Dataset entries
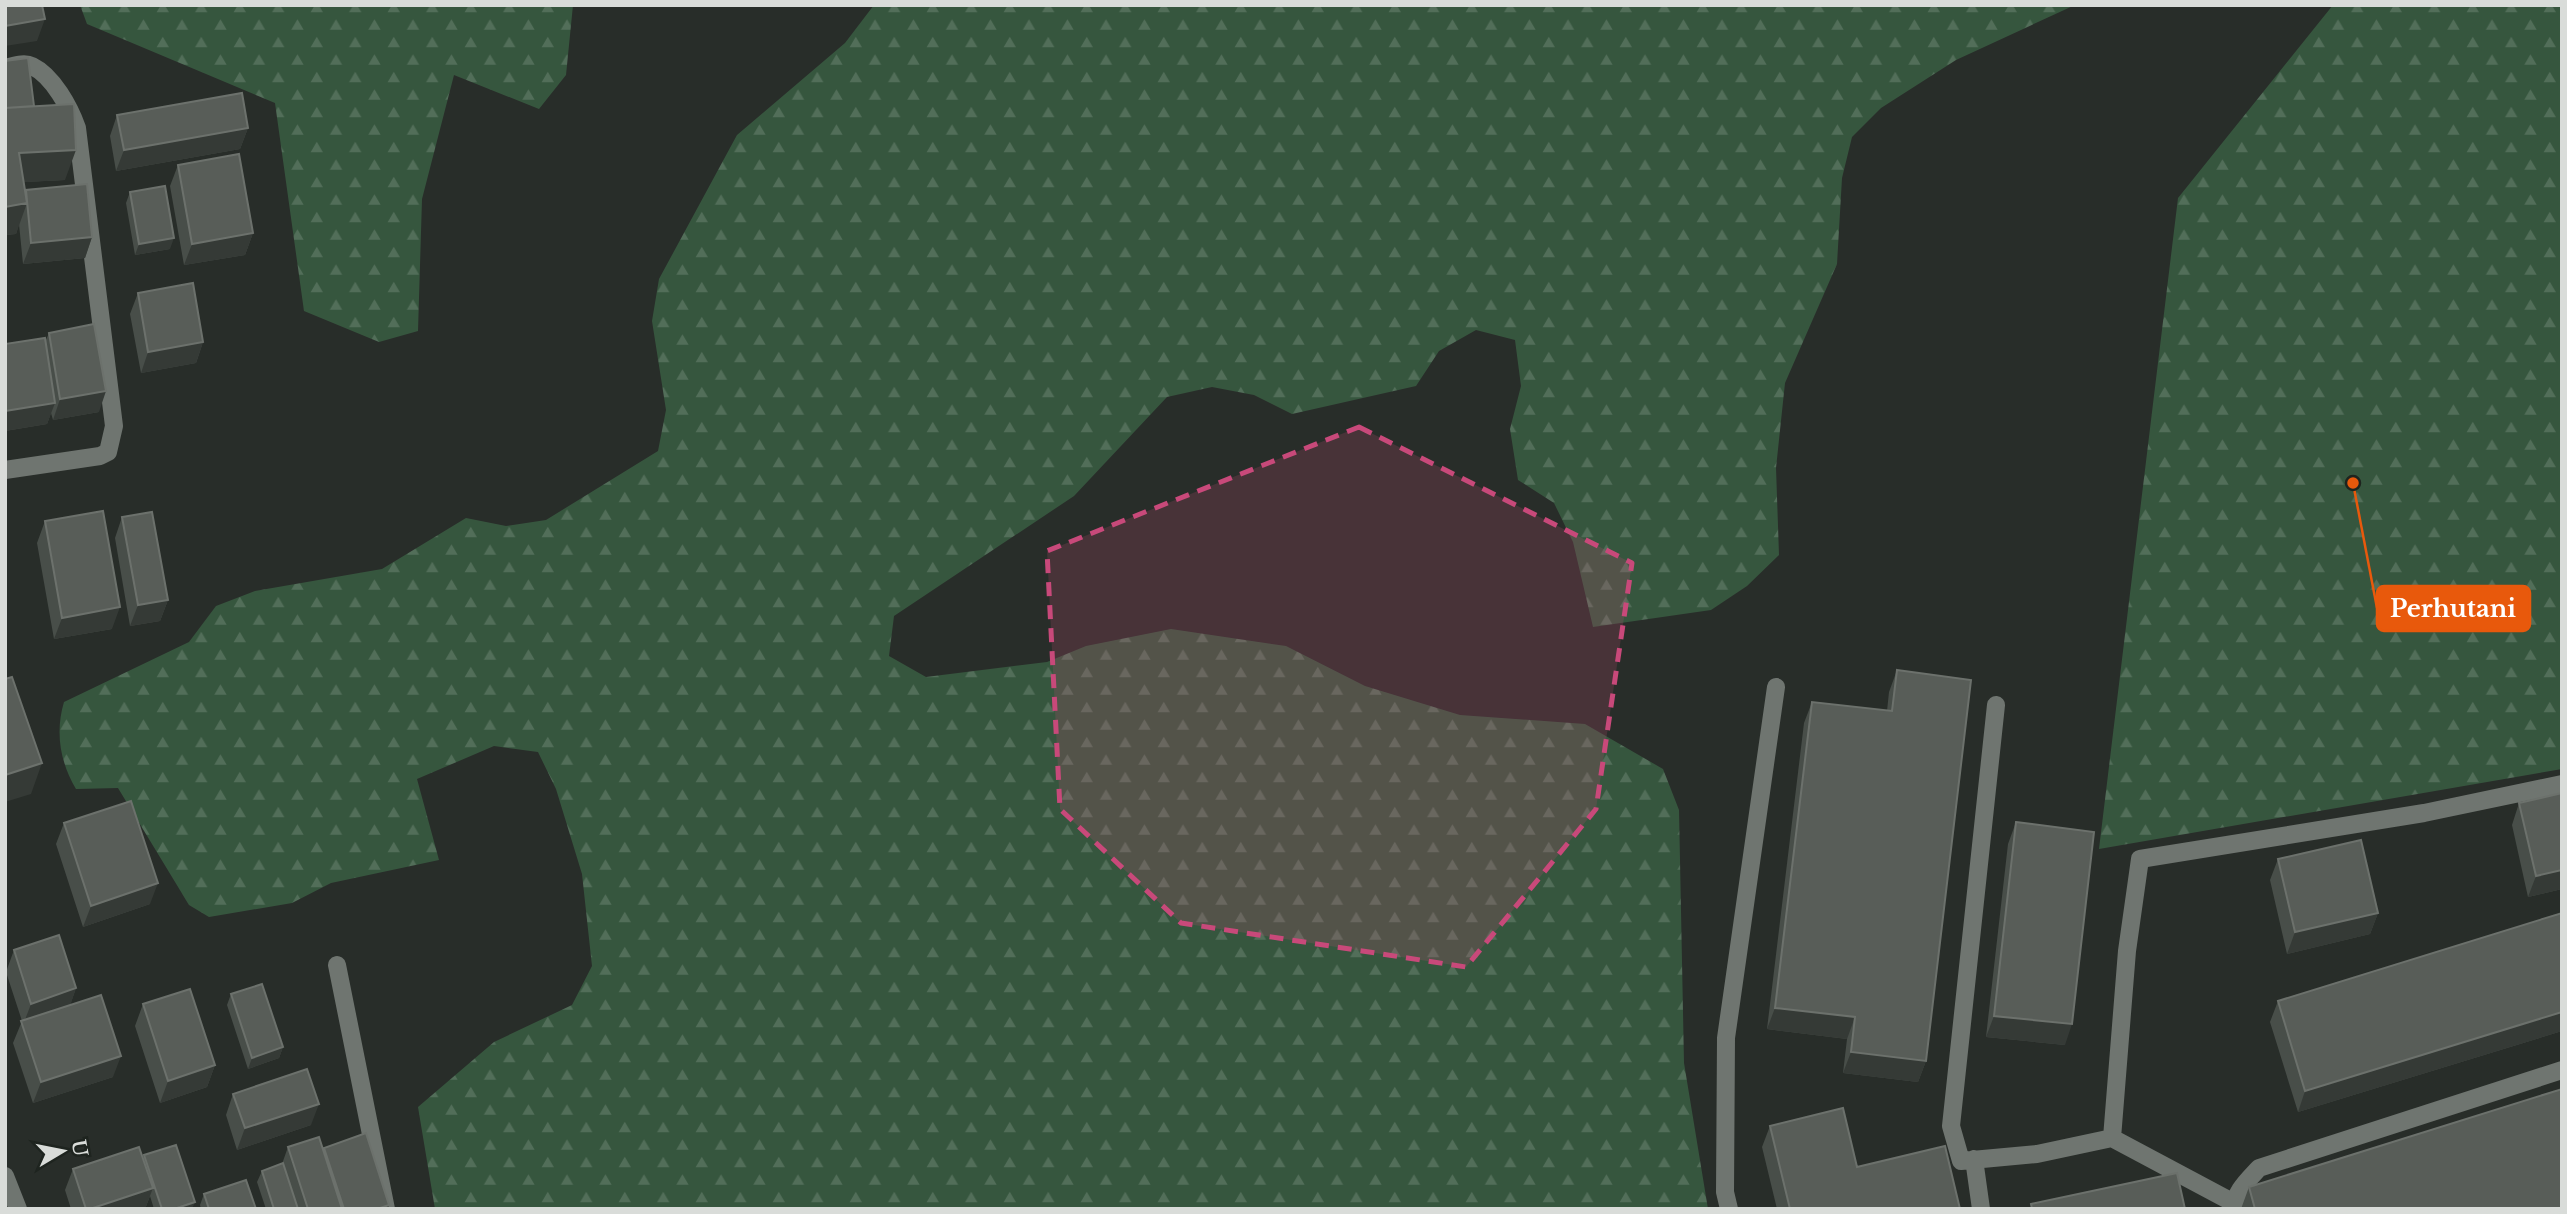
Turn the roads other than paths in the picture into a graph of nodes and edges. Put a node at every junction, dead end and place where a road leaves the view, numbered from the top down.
1 (5, 68) edge
2 (5, 470) edge
3 (1776, 687) dead end
4 (1996, 705) dead end
5 (2562, 784) edge
6 (337, 965) dead end
7 (2562, 1070) edge
8 (2112, 1138) junction
9 (1974, 1159) junction
10 (5, 1176) edge
11 (2235, 1206) edge
12 (18, 1209) edge
13 (387, 1209) edge
14 (1729, 1209) edge
15 (1981, 1209) edge

1 - 2 street
3 - 14 street
4 - 9 street
5 - 8 street
6 - 13 street
7 - 11 street
8 - 9 street
8 - 11 street
9 - 15 street
10 - 12 street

- Problem
Could you retype the records above exactly, omitting the pictures?

- Final answer
Turn the roads other than paths in the picture into a graph of nodes and edges. Put a node at every junction, dead end and place where a road leaves the view, numbered from the top down.
1 (5, 68) edge
2 (5, 470) edge
3 (1776, 687) dead end
4 (1996, 705) dead end
5 (2562, 784) edge
6 (337, 965) dead end
7 (2562, 1070) edge
8 (2112, 1138) junction
9 (1974, 1159) junction
10 (5, 1176) edge
11 (2235, 1206) edge
12 (18, 1209) edge
13 (387, 1209) edge
14 (1729, 1209) edge
15 (1981, 1209) edge

1 - 2 street
3 - 14 street
4 - 9 street
5 - 8 street
6 - 13 street
7 - 11 street
8 - 9 street
8 - 11 street
9 - 15 street
10 - 12 street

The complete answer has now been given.